Neither of these cases, of course, had outcomes remotely on a par with the tragedy of Aaron Swartz. Yet all the same they are illustrative of widespread campus authoritarianism contrary to the American spirit of experimentation and the free marketplace of ideas. Even the most authoritarian American institution, the military, knows that innovation requires breathing room for the creative among us. Tim Lee of the Washington Post’s Wonkblog, writing about Swartz, points out that during the Manhattan Project, famed scientist Richard Feynman (who attended MIT, by the way) amused himself by breaking into military safes holding secret documents. The military knew better than to punish Feynman for his illegal yet ultimately harmless actions if it wanted results. Yet our universities today demand and get vast discretion on how to govern student life—and then proceed to hugely overreact to “offenses” that barely deserve the term.

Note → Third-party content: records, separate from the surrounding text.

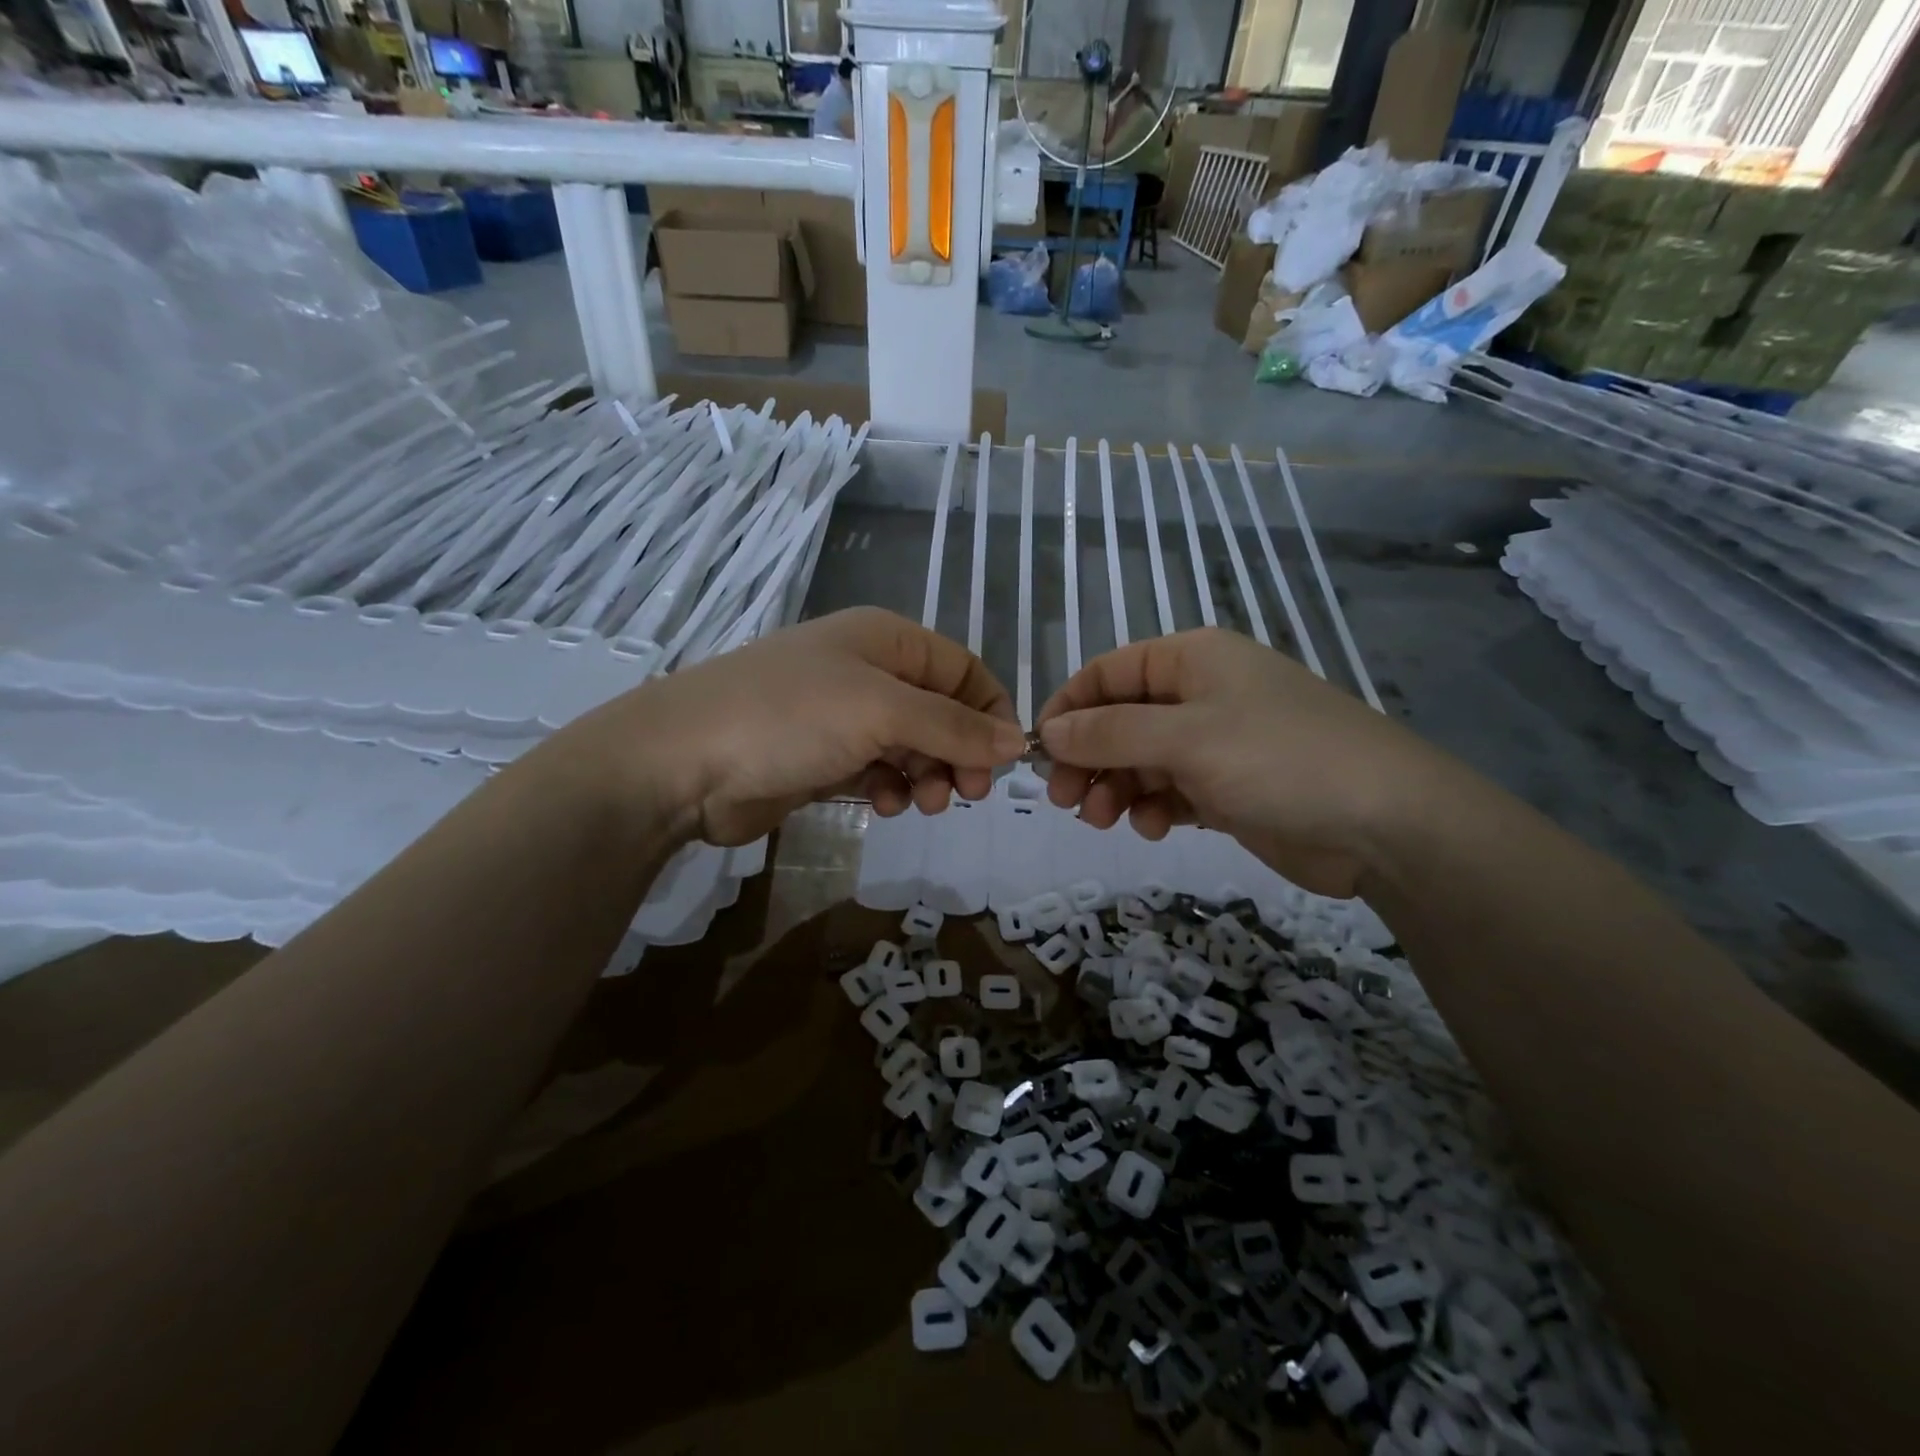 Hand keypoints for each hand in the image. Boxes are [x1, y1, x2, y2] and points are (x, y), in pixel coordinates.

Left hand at [551, 608, 1026, 846]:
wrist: (684, 763)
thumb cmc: (789, 718)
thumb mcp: (882, 711)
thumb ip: (954, 727)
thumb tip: (1018, 743)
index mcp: (887, 640)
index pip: (964, 670)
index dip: (990, 712)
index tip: (1002, 762)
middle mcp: (869, 671)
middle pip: (942, 711)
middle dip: (959, 752)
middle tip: (964, 794)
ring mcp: (843, 716)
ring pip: (913, 745)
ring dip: (928, 775)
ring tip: (922, 802)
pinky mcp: (823, 758)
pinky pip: (880, 770)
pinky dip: (892, 787)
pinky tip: (884, 805)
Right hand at [1036, 627, 1448, 896]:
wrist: (1386, 823)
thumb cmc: (1280, 758)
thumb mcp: (1186, 738)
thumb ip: (1110, 732)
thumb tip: (1049, 731)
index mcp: (1191, 660)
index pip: (1107, 673)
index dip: (1069, 708)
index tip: (1040, 752)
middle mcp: (1200, 694)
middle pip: (1119, 720)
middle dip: (1089, 758)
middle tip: (1065, 800)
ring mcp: (1216, 743)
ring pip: (1141, 760)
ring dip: (1116, 788)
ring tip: (1105, 820)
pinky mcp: (1228, 788)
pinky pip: (1170, 791)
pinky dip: (1154, 808)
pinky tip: (1155, 829)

Greg Lukianoff, author and president of FIRE, calls this effect “unlearning liberty.” Campuses are teaching students that freedom should not be the norm in America, and conditioning them to accept illiberal and arbitrarily enforced restrictions on their speech and actions. Worse, in Swartz’s case, the urge to censor and restrict so prevalent on college campuses intersected with the disturbing tendency of today’s prosecutors to overcharge defendants with ill-defined crimes, which FIRE Chairman Harvey Silverglate exposes in his aptly named book Three Felonies a Day.

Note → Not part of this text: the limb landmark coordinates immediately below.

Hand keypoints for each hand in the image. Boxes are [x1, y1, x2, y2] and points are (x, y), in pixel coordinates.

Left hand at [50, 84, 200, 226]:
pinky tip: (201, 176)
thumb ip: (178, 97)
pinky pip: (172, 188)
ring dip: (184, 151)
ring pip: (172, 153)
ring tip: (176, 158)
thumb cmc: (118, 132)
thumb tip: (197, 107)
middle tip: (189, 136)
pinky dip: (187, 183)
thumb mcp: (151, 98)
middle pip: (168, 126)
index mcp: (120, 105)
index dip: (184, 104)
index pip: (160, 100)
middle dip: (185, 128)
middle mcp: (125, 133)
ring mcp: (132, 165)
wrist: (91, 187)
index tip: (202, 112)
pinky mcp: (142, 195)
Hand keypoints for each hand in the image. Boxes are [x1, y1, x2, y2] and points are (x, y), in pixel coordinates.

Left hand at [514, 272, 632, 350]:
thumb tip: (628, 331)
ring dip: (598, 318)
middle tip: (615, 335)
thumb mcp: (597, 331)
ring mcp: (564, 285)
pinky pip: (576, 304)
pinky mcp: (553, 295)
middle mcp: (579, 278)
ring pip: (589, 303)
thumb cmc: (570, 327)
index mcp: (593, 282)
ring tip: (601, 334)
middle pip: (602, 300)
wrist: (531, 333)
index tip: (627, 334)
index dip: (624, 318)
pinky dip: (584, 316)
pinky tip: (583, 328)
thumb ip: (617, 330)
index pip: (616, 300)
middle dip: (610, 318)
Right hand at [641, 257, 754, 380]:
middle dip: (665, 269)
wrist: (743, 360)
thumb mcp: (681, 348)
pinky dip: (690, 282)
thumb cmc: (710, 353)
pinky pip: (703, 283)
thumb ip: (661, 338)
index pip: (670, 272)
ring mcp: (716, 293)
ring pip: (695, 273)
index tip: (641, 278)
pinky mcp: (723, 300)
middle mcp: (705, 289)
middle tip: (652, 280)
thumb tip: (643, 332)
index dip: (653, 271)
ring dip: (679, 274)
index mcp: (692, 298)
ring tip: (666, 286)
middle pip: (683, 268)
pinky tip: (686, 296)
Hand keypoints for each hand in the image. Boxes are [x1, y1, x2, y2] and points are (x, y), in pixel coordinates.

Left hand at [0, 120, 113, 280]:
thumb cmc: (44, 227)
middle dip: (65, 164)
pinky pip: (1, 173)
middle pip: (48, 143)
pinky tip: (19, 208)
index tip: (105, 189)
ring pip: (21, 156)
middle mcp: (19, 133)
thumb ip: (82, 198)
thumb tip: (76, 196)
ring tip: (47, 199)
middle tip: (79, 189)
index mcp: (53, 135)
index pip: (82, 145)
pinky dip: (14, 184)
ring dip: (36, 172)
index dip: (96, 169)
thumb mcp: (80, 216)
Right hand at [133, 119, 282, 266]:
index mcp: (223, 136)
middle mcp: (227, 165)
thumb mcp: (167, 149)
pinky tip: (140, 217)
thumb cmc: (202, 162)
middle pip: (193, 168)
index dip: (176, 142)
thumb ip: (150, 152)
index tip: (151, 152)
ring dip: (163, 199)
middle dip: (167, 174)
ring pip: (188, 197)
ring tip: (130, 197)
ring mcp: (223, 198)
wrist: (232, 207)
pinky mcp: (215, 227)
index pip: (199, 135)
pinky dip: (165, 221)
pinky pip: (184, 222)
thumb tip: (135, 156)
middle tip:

Both of these trends are immensely dangerous. This time, their confluence cost the world Aaron Swartz. If unchecked, they guarantee us a future with fewer Feynmans and Swartzes—the very type of people who bring us the future—not through suicide but simply through discouragement. I pray that America doesn’t have to lose the contributions of any more geniuses before we begin to address the cultural and institutional problems that triggered Aaron Swartz’s tragic decision.